Collected data:
+++

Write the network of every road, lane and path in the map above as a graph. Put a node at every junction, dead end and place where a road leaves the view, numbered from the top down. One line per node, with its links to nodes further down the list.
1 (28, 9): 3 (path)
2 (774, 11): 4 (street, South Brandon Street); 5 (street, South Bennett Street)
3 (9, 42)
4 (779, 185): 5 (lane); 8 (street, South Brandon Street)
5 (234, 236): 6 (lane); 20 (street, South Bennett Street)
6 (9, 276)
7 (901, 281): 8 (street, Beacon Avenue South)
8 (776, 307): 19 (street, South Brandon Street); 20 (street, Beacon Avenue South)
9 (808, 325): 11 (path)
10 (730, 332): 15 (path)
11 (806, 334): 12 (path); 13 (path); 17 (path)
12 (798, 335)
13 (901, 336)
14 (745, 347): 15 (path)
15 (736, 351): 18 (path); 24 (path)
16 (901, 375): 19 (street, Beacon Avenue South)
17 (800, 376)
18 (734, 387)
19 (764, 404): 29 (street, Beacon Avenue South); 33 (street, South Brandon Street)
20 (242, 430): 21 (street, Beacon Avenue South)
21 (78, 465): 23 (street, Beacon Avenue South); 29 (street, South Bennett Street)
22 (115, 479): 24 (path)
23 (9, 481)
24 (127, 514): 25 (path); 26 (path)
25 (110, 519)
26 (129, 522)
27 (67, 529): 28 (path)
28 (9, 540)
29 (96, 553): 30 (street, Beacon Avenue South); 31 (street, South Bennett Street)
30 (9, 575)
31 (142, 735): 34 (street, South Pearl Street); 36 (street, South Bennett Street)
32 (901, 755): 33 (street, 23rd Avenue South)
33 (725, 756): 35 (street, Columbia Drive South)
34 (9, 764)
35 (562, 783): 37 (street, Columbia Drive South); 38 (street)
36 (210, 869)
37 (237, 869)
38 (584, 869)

+++

* _Task_
If a line in the entries holds the string "Drive", copy it.

* _Task output_
33 (725, 756): 35 (street, Columbia Drive South)
35 (562, 783): 37 (street, Columbia Drive South); 38 (street)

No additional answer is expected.